SAFCEI’s Executive Director, Francesca de Gasparis, explained that in addition to damaging ecosystems, threatening local livelihoods, and increasing climate vulnerabilities, monocropping ignores and undermines smallholder farmers, whose efforts promote sustainable food production and protect the environment.

“What African farmers need is support to find communal solutions that increase climate resilience, rather than the top-down profit-driven industrial-scale farming systems proposed. When it comes to the climate, African faith communities are urging the world to think twice before pushing a technical and corporate farming approach,” she said.

More Concerns

The groups also urged the Gates Foundation and other similar influential donors to not promote the adoption of only certified varieties.

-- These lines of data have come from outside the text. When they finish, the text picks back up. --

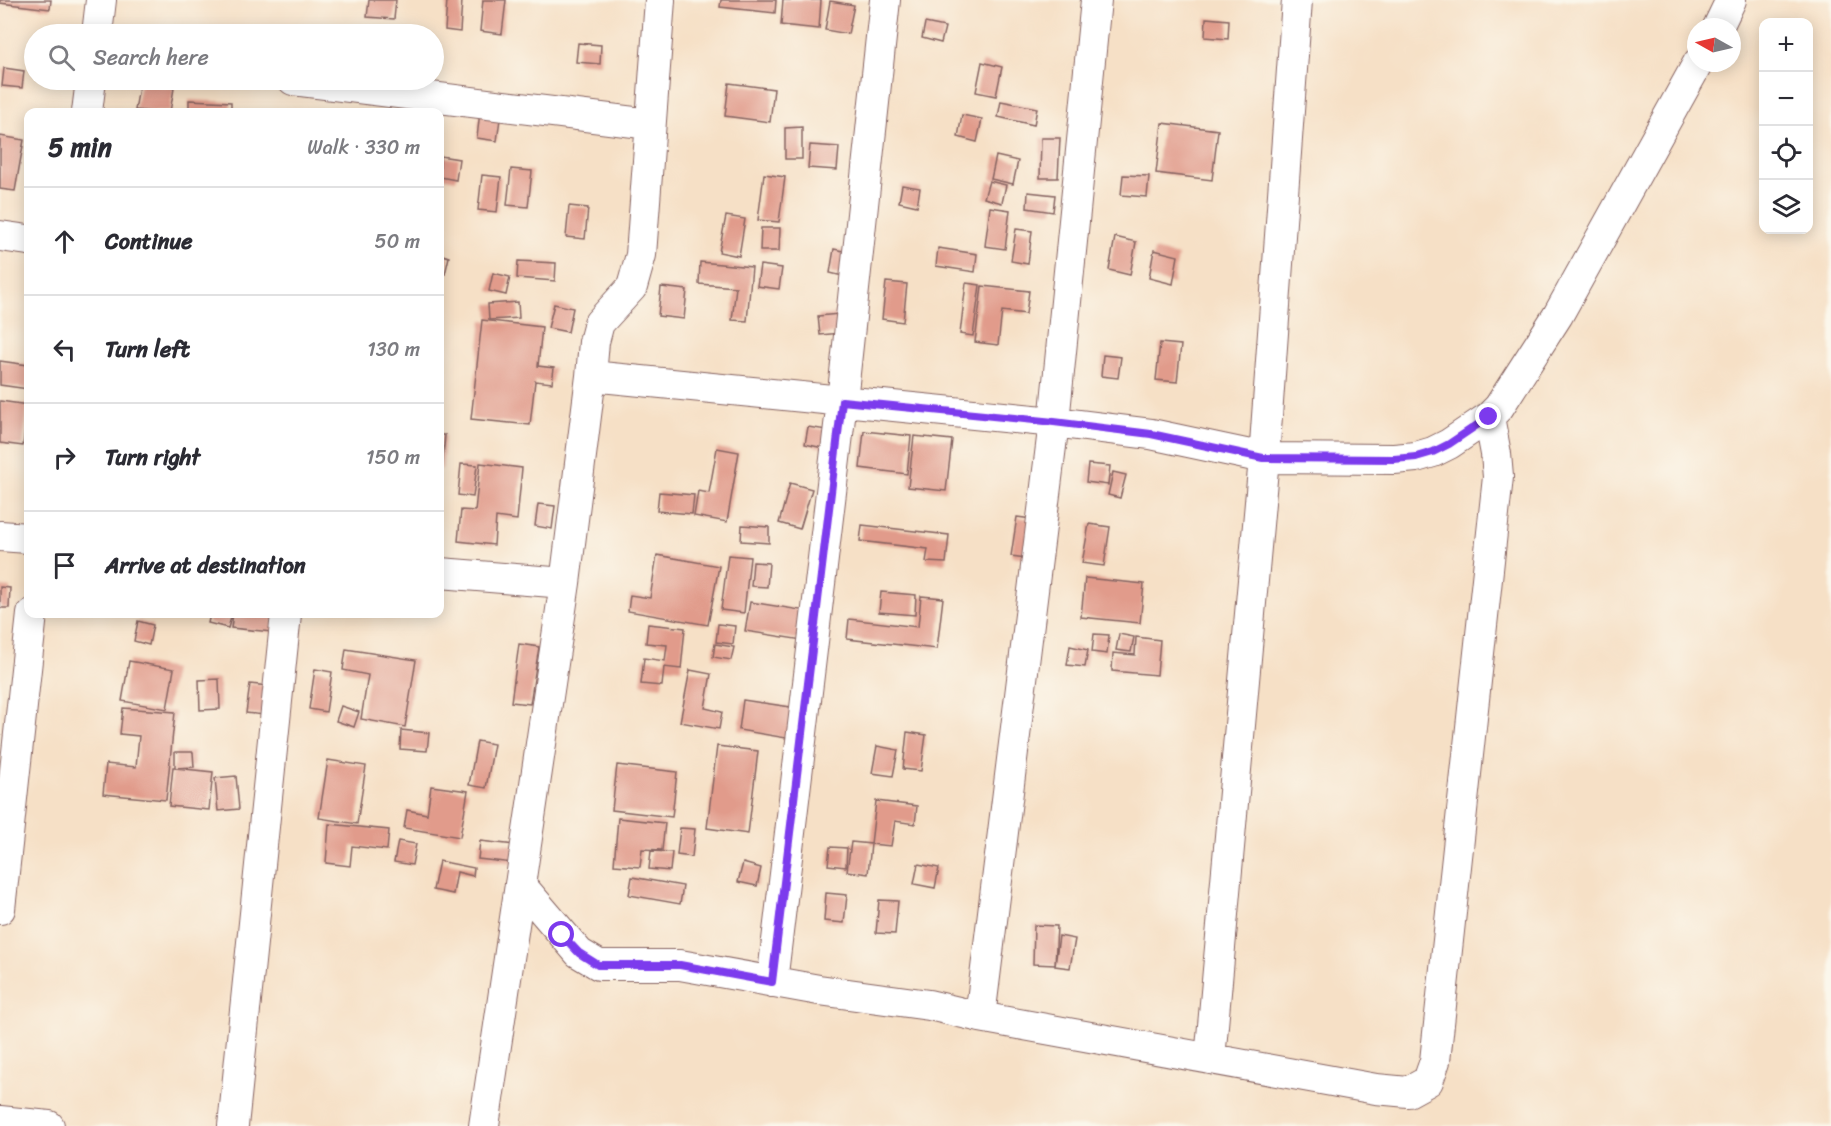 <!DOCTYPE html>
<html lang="en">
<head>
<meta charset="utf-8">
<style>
  :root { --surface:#fff; --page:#f2f2f3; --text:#2b2b33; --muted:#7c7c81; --line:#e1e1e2 }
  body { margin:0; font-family:Sriracha,sans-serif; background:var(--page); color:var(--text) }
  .controls { position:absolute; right:18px; top:18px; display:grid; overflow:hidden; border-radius:12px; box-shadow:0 3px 15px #0003 }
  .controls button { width:54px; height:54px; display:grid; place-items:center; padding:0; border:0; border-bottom:2px solid var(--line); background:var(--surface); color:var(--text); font:30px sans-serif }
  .compass { position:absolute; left:1687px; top:18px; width:54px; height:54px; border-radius:50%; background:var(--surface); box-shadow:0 3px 15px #0003; rotate:278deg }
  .stop { position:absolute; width:18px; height:18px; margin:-14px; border:4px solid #7c3aed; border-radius:50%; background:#fff }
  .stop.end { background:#7c3aed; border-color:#fff; box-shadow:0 2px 6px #0008 }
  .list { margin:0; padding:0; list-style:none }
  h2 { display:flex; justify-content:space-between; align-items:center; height:78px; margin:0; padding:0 24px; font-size:26px }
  h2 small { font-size:20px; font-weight:400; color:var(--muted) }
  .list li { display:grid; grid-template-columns:39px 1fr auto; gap:18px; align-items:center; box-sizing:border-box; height:108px; padding:0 24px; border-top:2px solid var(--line) }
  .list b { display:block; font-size:22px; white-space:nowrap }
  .list em { font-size:20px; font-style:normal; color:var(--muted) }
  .icon { flex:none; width:33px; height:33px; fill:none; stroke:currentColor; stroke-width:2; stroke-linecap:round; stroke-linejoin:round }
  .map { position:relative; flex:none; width:1831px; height:1126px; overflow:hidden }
  .search { position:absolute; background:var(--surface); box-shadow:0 3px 15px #0003; left:24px; top:24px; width:420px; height:66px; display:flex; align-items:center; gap:15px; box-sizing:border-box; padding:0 21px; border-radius:33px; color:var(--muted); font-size:22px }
  .panel { position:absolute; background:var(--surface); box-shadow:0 3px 15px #0003; left:24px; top:108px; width:420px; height:510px; border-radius:12px }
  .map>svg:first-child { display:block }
</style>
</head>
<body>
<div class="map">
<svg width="1831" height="1126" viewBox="0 0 1831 1126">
  <rect width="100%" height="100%" fill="#fbf7ec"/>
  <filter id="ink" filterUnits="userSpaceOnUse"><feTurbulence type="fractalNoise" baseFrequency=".0167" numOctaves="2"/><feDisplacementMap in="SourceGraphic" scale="12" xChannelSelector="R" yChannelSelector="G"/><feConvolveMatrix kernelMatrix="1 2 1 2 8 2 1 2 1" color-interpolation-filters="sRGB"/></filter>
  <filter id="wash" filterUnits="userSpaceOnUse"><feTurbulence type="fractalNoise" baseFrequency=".008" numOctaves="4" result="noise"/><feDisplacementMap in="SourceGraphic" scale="24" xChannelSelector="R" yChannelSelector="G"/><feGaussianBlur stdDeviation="1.35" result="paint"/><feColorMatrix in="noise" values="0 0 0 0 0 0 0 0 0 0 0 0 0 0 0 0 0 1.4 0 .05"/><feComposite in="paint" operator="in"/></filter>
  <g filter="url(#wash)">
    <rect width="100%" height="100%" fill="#f6e0c6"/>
    <g id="blocks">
      <!-- building -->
      <path fill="#e19b8b" d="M0,0H51L50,9L0,3Z
        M369,0H396L394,19L367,17Z
        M447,0H462L460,32L445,30Z
        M483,0H506L502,34L480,31Z
        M721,0H776L775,13L720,7Z
        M783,0H821L819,29L781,25Z
        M830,1L854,5L848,34L825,30Z
        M1206,18L1229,20L1228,39L1205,37Z
        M925,23L945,27L941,43L922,38Z
        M578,43L601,45L600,64L576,62Z
        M982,62L1002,67L996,96L976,92Z
        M4,68L24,71L22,88L2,86Z
        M140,82L174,88L170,112H153L135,110Z
        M729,83L774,89L770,122L725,116Z
        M189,100L231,102V112H189Z
        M1001,101L1037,108L1034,125L998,117Z
        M481,102L502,104L497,141L477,138Z
        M962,115L982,119L977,142L958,137Z
        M1162,123L1218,130L1212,180L1156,173Z
        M802,127V159H785V128Z
        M0,136L24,140L15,191L0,189Z
        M1041,138H1060L1058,178H1040Z
        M810,145L839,147L837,170L808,168Z
        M440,156L459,159L456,180L440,177Z
        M996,156L1018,161L1013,184L991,179Z
        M511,169L532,171L528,207L507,205Z
        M764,174L785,177L779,222L758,220Z
        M482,175L501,177L497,212L478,210Z
        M1123,175L1149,176L1147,197L1121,195Z
        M989,181L1006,185L1002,203L984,198Z
        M902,185L920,188L917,206L899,202Z
        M1028,192L1055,195L1053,212L1027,208Z
        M569,206L588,208L585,239L566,237Z
        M990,207L1010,210L1005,249L985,246Z
        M726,216L745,219L739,256L719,252Z
        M761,228H780L779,251H760Z
        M1016,229L1032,231L1028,264L1011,261Z
        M1115,237L1136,242L1130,275L1109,270Z
        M938,248L977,254L975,272L936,266Z
        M834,249L848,252L843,276L830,273Z
        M1154,250L1178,256L1173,284L1149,278Z
        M440,254L449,257L445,274L440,273Z
        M518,261L556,263L555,281L517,278Z
        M700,262L752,267L747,321L732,320L736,287L699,284Z
        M760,265L782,268L779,289L757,286Z
        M493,273L510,277L506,295L489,291Z
        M886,282L907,284L903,322L882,319Z
        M966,283L980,285L973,336L960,334Z
        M982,286L1029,291L1026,314L1002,311L998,345L975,342Z
        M661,287L687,290L684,319L658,316Z
        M518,302L519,318L489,320L488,304Z
        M554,304L573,308L568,332L548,328Z
        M839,314L841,333L820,335L818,316Z
        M482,320L542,327L538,366L554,368L552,383L535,381L530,425L471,419Z
        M1160,343L1181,345L1177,382L1156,380Z
        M1103,355L1121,357L1118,378L1101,376Z
        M0,361L28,365V389L0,385Z
        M0,401L28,405L23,446L0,443Z
        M808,427L827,430L823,448L805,444Z
        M864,431L911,436L907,474L860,468Z
        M440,435H445L442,469H440Z
        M914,436L952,440L946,491L908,487Z
        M717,448L739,452L727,522L694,516L698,491L709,493Z
        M480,463L522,468L517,520L496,517L494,545L458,541L461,510L475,511Z
        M461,464L477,465L473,497L458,495Z
        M1088,464L1110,466L1108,485L1086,482Z
        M1113,472L1126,475L1120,498L1108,495Z
        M790,483L812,489L800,529L779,523Z
        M659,492L694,495L692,514L657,511Z
        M538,504L555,506L552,529L535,526Z
        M1017,517L1039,520L1034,559L1011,556Z
        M1089,524L1110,527L1104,566L1082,563Z
        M742,525L769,527V543L741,541Z
        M862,525L949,535L946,563L926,562L928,549L860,541Z
        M657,555L719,566L708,625L628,611L630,595L650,598Z
        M728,555L750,557L744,613L721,610Z
        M753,562L769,563L767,587L751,586Z
        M1085,578L1144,584L1140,623L1081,617Z
        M0,587L10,588L9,608H0Z
        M881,592L916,595L915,615L879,612Z
        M921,596L943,598L937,649L847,639L849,619L918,627Z
        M750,602L807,611L802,640L745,631Z
        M210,614H232L228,628L208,623Z
        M233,614H274L272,632L231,628Z
        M138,621L153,625L149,645L134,641Z
        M648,624L685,628L681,669L664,667L662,686L641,684L644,658L665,661L667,645L646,643Z
        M718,624L735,626L733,644L716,642Z
        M1094,634L1109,635L1107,654L1092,652Z
        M1119,634L1134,637L1131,652L1116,650Z
        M1136,637L1160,640L1157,675L1112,671L1113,653L1135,655Z
        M519,644L539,647L530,704L511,702Z
        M715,644L734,647L731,660L713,657Z
        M1070,646L1088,650L1085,667L1067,665Z
        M346,649L416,660L405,727L361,719L368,675L343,670Z
        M129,661L174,669L167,709L122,701Z
        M315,669L332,672L326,712L309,709Z
        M690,670L711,674L705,708L722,712L719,729L680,722Z
        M219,679L220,709L200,710L199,680Z
        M250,684L268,686L264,715L246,713Z
        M743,700L797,708L792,739L739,730Z
        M341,706L359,712L354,727L336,721Z
        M123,708L175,712L166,800L103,794L106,764L136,767L139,736L120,734Z
        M401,730L429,733L427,751L400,749Z
        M907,732L926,735L921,771L903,769Z
        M477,741L494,744L486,788L469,785Z
        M717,746L758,751L748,834L707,828Z
        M877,746L898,750L893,776L872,773Z
        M175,752H193L194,767L175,768L213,772L209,810L169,806L173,767H175Z
        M328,760L366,766L357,824L319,818Z
        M617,765L677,772L672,817L612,810Z
        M236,776L239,809L218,811L215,778Z
        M431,786L468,791L460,837L404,828L407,810L427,814Z
        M876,801L917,806L915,824L895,821L891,846L871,844Z
        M618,818L665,823L662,850L642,849L640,867L614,865Z
        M329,824L389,830L387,850L352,846L350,866L326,863Z
        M680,828L695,829L692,857L677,855Z
        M398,841L416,844L412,865L394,862Z
        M480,841L515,845L513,863L478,859Z
        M851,842L871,844L868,874L847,871Z
        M830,847L847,848L846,867L828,865Z
        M651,851L672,852L670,871L649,869Z
        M439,861L474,868L473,876L457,872L453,894L433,890Z
        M743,863L761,868L757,886L738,882Z
        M918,864L939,868L935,888L914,884Z
        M632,877L683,886L680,904L629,895Z
        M826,893L847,895L844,923L824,921Z
        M879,900L898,901L895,934L876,933Z
        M1034,925L1057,926L1055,965L1033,964Z
        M1059,936L1075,939L1070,968L1055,966Z"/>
    </g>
  </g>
  <g filter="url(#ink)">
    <use href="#blocks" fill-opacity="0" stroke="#866361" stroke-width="1.5"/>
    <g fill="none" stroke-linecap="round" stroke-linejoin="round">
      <!-- minor casing -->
      <g stroke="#866361" stroke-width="32">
        <path id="minor" d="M1718,27L1731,0
          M97,34L101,0
          M293,80L650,124
          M87,112L91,80
          M0,236L28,240
          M591,376L1054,422L1151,434L1264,458L1394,459L1416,457L1433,452L1449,444L1489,417L1499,407L1558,315L1698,63
          M0,536L28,538
          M440,573L565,583L484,1126
          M565,583L591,376L594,342L599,323L632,287L641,255L660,0
          M520,884L579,953L599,965H680L819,990L929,1005L980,1017L1376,1089L1408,1092L1428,1081L1435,1061L1498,477L1496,454L1489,417
          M0,909L32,614
          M772,982L842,401L885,0
          M980,1017L1054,422L1096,0
          M1210,1059L1264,458L1297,0
          M0,1121L49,1126
          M233,1126L286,614"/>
      </g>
      <!-- minor -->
      <use href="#minor" stroke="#fff" stroke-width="30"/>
    </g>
  </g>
  <g fill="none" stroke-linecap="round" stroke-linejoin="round" filter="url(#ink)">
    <!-- route -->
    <path stroke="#7c3aed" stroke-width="8" d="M562,935L579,953L598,965H680L772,982L842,401L1054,422L1151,434L1263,458L1394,459L1416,457L1433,452L1449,444L1489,417"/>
  </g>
</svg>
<div class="controls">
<button>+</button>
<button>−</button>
<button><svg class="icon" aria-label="locate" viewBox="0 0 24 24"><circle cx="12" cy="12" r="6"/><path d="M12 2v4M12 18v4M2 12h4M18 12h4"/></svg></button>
<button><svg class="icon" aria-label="layers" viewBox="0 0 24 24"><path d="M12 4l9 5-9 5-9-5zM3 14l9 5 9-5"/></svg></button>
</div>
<svg class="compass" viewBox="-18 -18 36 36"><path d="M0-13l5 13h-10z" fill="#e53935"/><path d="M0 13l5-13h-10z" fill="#7c7c81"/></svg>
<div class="stop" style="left:562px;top:935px"></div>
<div class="stop end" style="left:1489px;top:417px"></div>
<div class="search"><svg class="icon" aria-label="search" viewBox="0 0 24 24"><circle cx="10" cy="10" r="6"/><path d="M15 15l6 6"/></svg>Search here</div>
<section class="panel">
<h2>5 min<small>Walk · 330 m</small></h2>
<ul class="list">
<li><svg class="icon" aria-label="ahead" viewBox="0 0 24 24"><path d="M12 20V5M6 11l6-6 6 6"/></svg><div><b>Continue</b></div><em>50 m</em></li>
<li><svg class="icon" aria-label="left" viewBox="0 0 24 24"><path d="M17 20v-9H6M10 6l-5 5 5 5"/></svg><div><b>Turn left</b></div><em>130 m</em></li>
<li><svg class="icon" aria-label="right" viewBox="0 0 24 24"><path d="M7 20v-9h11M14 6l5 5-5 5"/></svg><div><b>Turn right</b></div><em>150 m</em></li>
<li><svg class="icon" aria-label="arrive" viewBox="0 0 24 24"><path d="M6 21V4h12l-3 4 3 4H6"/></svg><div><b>Arrive at destination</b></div></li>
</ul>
</section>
</div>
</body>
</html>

“This is particularly problematic for small-scale farmers in Africa, who nourish their families and their communities through seeds that are not certified,” they said.

The environmentalists explained that 80 per cent of non-certified seeds come from millions of smallholder farmers who recycle and exchange seeds each year, building an “open-source knowledge bank” of seeds that cost little to nothing but have all the nutritional value needed to sustain their communities.

They said focusing on only certified varieties “threatens to replace seed systems diversity and the agro-biodiversity system that is critical for human and ecosystem health and replace it with a privatized, corporate approach that will reduce food systems resilience.”

“This style of farming which has been pushed by big commercial farming entities in the US and Europe undermines community-spirited traditions of selecting, saving and sharing seed. It ignores indigenous knowledge regarding local food crop diversity and multi-cropping,” they alleged.

Joyce Brown, HOMEF’s programme manager, said Africa has what it takes to feed herself without the chemical-intensive, monoculture system of agriculture.

“Through Agroecology and sustainable use of our vast natural resources, we can overcome the challenges we are faced with today. This is what our governments should invest in and not models that are at war with our socio-economic, ecological, and cultural realities,” she said.

Reaction

The Bill & Melinda Gates Foundation told PREMIUM TIMES it only provides funds through its agricultural development work to African organizations and initiatives that are helping smallholder farmers and rural livestock keepers earn income for their families in order to provide people with nutritious and affordable food choices.

“Our work is guided by what smallholder farmers and local agriculture businesses say they need to succeed and by the priorities, their governments have embraced in their national agriculture investment plans,” the foundation said in an emailed response.

The funders stated that African farmers should be empowered to choose from a range of innovations that can help them adapt to stressful conditions like high temperatures, droughts, floods, pests, and diseases that continue to intensify due to climate change.

“We know it will take a collective effort to address the negative impact of climate change on developing countries, and that starts with making agriculture systems more sustainable and resilient,” the foundation said.